Après près de vingt ans de carrière, le chanteur libano-américano-britannique Mika revient avec avec un septième opus. Hyperlove, disponible dans les bacs depuis le 23 janvier dernier, marque le grand retour de l'artiste aux avants-gardes de la pop. Narré par le sulfureux cinéaste John Waters, il s'agit d'un album pop futuriste qui explore cinquante nuances d’amour, produit en collaboration avec de nombreux producteurs comme Nick Littlemore, Renaud Rebillaud, Matthieu Jomphe, et Amy Wadge.
Pour sa tournée d'interview promotionnelles, celui qui a vendu plus de 15 millions d'albums à travers le monde est passé le 18 janvier 2026 par le podcast On Time, disponible sur toutes plateformes. Face à Marco Thiollier, l'interprète d'Elle me dit est revenu sur ses débuts de carrière et sur la "meilleure décision" qu'il a prise "dans toute sa vie". Un choix cornélien que le chanteur a fait à une période difficile financièrement, qui dit tout de son état d'esprit.
Michael Holbrook Penniman Jr., de son vrai nom, a été confronté à un choix crucial quand il a signé son premier contrat avec une maison de disque : "Un contrat assez traditionnel, ce qui n'est pas toujours la meilleure chose", confesse le compagnon d'Andy, avant d'avertir ses confrères. "Attention aux artistes. Faites gaffe", déclare-t-il, avant de reprendre le cours de son histoire : "Mais celui-là, je l'ai fait. Je l'avais signé et ça a ouvert ma carrière. Bon, tout va bien. Je ne pleure pas".
Alors qu'il n'en était encore qu'aux prémices de sa carrière, et encore loin de la renommée qu'il connaîtra avec la sortie en 2007 de son premier album, The boy who knew too much, des personnes de l'industrie du disque l'ont rencontré pour lui proposer d'acheter les droits de ses chansons : "Ce qui est légal aux Etats-Unis et en Angleterre. Ce n'est pas légal ici, tu ne peux pas le faire", explique le quarantenaire et grand ami de Kendji Girac.

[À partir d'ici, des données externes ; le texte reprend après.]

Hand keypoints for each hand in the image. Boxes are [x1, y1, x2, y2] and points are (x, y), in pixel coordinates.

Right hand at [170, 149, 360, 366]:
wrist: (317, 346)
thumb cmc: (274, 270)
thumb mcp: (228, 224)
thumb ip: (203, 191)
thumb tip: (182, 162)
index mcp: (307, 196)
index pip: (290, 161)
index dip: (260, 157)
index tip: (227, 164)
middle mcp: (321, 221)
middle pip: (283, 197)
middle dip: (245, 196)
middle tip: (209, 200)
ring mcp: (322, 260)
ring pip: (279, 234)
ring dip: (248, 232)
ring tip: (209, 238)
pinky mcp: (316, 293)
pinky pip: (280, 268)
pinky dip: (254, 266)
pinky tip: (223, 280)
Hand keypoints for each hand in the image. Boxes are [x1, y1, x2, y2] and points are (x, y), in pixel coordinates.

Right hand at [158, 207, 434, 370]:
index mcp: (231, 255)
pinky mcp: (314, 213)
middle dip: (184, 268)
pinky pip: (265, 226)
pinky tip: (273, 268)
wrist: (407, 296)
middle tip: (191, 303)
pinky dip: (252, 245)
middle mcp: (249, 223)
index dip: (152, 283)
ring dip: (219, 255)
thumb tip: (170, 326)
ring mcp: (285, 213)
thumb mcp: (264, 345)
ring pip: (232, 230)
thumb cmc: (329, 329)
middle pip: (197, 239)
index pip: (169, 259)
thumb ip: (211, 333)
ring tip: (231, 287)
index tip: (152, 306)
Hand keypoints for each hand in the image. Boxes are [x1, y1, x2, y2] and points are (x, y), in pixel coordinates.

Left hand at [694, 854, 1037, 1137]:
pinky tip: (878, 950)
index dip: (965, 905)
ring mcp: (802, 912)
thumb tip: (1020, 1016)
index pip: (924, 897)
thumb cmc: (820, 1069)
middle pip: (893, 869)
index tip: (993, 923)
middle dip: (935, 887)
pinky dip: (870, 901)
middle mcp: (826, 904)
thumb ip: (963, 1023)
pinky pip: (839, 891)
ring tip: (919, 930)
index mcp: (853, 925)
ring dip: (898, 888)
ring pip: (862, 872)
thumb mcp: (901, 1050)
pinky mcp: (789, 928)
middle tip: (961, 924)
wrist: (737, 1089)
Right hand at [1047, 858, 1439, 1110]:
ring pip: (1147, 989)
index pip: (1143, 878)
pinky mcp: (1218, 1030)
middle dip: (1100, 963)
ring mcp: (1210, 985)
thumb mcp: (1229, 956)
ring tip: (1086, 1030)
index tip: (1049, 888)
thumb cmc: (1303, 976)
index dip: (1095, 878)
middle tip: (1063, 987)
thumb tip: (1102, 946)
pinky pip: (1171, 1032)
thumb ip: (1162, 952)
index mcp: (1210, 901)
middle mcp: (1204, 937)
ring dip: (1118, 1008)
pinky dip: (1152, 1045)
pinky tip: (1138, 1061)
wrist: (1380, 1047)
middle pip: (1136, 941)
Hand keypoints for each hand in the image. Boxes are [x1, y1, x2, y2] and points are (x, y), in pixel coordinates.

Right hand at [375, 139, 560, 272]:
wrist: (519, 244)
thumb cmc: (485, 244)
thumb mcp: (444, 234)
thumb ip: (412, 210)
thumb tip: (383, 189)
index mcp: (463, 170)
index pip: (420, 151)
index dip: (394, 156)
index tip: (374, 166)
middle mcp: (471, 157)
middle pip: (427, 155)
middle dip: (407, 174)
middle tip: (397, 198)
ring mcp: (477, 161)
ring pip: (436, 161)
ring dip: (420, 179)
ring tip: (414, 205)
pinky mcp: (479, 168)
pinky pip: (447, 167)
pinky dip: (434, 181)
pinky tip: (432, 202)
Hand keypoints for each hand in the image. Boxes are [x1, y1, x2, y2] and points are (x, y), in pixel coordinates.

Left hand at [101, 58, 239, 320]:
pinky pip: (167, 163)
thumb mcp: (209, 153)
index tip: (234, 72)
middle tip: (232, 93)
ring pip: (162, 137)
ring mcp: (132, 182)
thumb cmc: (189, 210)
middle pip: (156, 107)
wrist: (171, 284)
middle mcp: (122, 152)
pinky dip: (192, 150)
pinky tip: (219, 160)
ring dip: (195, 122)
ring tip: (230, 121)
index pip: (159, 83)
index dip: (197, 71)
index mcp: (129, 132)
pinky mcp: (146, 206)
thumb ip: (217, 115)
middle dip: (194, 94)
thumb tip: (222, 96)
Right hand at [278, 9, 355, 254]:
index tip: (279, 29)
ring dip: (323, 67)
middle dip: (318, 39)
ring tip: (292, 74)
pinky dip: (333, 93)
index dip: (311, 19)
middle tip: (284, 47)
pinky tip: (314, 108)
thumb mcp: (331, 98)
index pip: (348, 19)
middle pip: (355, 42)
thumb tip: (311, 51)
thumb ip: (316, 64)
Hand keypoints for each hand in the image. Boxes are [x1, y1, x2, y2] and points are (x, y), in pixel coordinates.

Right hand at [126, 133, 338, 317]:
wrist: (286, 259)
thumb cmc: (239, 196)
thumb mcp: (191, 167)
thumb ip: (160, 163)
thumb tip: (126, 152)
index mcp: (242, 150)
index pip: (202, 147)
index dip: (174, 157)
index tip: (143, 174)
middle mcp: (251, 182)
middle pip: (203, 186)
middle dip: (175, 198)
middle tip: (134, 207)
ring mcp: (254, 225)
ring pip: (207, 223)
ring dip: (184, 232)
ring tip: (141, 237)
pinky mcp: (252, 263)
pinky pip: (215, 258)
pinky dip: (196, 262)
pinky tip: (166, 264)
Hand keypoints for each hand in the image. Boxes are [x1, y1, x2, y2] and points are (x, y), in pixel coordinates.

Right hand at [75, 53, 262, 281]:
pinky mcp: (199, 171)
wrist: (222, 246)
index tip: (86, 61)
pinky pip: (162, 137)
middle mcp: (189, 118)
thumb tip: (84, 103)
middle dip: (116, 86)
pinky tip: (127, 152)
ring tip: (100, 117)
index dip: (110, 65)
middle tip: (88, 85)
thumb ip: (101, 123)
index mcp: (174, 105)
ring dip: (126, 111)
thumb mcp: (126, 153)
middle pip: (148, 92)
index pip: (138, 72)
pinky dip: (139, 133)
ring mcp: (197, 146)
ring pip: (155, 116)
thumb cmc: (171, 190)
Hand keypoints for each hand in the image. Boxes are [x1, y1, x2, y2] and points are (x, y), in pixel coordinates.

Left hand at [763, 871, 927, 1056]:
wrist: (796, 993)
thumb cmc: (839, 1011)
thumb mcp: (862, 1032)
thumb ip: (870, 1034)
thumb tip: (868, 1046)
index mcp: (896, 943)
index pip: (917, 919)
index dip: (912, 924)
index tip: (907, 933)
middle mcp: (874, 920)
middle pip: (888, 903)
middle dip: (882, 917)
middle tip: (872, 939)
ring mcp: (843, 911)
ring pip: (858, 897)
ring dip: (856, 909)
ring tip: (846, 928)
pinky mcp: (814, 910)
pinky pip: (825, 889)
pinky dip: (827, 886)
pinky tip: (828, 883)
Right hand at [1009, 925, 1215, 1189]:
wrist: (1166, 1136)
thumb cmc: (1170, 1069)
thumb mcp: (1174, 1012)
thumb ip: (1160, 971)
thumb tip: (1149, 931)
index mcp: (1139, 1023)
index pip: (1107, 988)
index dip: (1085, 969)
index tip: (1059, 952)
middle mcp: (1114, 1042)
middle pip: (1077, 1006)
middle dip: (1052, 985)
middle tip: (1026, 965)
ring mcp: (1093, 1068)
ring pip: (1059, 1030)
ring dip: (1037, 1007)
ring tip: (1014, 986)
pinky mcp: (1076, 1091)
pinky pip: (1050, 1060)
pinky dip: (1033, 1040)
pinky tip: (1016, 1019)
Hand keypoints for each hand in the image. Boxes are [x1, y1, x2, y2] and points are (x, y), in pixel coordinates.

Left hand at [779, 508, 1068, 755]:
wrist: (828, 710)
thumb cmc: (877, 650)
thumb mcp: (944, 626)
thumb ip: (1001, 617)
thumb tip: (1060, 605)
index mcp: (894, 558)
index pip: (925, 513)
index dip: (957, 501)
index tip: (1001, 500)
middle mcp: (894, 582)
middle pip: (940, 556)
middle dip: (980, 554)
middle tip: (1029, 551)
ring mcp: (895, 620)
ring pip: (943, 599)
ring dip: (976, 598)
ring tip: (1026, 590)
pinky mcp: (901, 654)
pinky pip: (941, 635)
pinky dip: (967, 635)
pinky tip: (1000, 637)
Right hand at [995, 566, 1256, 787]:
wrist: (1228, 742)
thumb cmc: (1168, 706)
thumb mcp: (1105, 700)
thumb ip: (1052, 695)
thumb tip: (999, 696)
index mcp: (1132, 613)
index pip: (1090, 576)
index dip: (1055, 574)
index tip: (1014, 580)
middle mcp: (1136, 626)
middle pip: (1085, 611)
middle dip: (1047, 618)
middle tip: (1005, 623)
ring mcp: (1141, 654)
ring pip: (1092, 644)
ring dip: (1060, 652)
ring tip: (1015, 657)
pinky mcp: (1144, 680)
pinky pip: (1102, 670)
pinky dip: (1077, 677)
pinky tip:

"Ils auraient acheté mes éditions à perpétuité : 50% de toutes mes éditions à perpétuité pour 45 000 pounds", déclare le chanteur en couple depuis 20 ans, avant de revenir sur cette période de précarité financière. "J'avais vraiment besoin d'argent, et mes parents avaient vraiment besoin d'argent, mais je n'ai pas vendu", se remémore-t-il, même s'il avait été tenté par cette proposition à l'époque.
"J'étais à deux doigts de le faire parce que j'avais vraiment besoin d'argent", ajoute celui qui aimerait être père d'une famille nombreuse, avant de ce féliciter de ne pas avoir cédé à cet appât du gain. Et de donner un conseil à tous les artistes qui pourraient se retrouver dans la même situation : "Ne le faites pas, c'est des voleurs. Ça se passe toujours aujourd'hui, il faut faire gaffe", a conclu l'ancien juré de The Voice.